Stored records
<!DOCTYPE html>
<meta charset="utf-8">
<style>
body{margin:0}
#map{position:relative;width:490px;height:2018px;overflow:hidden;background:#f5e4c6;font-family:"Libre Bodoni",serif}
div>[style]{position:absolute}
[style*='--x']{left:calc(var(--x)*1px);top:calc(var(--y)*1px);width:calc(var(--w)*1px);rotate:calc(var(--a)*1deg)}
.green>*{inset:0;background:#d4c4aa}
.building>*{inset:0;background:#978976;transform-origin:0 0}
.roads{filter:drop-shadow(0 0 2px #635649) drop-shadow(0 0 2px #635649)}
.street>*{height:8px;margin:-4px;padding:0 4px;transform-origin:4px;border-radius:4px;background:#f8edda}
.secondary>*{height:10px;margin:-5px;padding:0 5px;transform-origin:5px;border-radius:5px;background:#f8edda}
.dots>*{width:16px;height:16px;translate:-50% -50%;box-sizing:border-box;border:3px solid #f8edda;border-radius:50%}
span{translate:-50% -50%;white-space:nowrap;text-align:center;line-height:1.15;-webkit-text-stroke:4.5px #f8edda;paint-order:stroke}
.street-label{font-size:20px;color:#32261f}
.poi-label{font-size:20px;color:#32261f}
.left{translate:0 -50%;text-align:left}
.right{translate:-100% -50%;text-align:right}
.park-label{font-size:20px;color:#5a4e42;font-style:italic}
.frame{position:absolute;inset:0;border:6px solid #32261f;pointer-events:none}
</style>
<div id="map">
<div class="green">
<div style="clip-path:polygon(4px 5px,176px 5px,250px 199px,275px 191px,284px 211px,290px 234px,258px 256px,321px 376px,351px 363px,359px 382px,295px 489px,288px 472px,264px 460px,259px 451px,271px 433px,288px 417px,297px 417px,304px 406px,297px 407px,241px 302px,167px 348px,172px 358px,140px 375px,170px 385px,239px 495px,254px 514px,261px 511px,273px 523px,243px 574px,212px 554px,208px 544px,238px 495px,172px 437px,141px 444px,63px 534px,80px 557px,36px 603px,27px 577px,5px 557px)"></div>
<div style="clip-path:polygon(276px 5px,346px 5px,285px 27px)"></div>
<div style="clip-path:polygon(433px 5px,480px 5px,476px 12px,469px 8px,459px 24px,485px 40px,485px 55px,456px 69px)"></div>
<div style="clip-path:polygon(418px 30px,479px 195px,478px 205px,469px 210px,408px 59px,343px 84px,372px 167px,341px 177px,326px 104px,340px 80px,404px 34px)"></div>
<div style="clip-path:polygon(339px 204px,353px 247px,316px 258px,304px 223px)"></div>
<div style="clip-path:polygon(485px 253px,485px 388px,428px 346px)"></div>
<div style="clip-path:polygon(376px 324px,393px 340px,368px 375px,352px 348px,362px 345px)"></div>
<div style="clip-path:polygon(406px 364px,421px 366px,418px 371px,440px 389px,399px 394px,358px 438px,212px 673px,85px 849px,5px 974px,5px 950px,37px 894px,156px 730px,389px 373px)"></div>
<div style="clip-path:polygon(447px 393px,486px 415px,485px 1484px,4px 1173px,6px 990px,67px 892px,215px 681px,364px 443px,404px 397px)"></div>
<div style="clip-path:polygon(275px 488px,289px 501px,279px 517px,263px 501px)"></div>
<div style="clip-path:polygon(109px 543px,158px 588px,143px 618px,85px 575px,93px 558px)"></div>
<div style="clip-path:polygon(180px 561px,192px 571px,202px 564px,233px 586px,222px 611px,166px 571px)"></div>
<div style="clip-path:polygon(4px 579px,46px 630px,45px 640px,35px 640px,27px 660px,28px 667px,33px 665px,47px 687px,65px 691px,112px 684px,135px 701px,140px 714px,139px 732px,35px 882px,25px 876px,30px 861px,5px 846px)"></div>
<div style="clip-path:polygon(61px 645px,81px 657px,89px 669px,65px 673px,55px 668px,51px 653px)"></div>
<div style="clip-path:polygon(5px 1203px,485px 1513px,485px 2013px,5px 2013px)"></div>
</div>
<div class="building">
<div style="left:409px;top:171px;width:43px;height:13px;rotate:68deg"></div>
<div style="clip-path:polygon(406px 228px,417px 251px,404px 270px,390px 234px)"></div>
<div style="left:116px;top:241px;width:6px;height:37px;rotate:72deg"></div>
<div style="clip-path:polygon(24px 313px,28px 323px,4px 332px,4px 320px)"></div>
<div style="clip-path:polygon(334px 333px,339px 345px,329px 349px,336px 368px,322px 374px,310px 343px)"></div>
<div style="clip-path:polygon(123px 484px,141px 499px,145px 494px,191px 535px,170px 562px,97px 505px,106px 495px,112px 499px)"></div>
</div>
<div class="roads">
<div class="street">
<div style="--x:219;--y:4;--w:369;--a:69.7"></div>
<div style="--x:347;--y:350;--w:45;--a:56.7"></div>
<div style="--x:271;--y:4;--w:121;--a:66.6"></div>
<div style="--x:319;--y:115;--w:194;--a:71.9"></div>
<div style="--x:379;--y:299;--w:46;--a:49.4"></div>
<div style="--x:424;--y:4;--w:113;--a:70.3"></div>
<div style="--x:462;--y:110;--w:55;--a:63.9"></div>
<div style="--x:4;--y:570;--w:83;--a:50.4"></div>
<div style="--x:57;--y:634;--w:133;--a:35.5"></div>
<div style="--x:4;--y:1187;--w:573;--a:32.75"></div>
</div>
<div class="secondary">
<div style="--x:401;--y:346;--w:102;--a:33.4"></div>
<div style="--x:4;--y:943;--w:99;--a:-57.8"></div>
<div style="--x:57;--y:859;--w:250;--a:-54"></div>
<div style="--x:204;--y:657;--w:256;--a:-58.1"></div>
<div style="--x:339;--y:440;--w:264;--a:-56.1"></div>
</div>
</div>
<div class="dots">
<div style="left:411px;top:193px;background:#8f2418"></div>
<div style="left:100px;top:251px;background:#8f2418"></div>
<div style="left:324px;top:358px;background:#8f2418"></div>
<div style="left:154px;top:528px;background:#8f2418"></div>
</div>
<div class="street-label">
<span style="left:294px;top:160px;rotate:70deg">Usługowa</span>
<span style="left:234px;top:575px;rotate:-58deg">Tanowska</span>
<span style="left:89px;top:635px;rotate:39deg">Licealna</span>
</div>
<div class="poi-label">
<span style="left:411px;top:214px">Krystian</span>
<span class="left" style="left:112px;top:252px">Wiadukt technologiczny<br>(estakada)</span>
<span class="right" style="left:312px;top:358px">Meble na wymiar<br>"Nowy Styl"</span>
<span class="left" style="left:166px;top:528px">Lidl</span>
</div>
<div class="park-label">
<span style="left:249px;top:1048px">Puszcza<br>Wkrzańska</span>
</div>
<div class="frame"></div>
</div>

# [How to complete this task]
Transcribe the records from their first line. Stop after the line with "2px #635649) drop-shadow(0", including it.

# [Expected answer]
<!DOCTYPE html>
<meta charset="utf-8">
<style>
body{margin:0}
#map{position:relative;width:490px;height:2018px;overflow:hidden;background:#f5e4c6;font-family:"Libre Bodoni",serif}
div>[style]{position:absolute}
[style*='--x']{left:calc(var(--x)*1px);top:calc(var(--y)*1px);width:calc(var(--w)*1px);rotate:calc(var(--a)*1deg)}
.green>*{inset:0;background:#d4c4aa}
.building>*{inset:0;background:#978976;transform-origin:0 0}
.roads{filter:drop-shadow(0 0 2px #635649) drop-shadow(0 0 2px #635649)}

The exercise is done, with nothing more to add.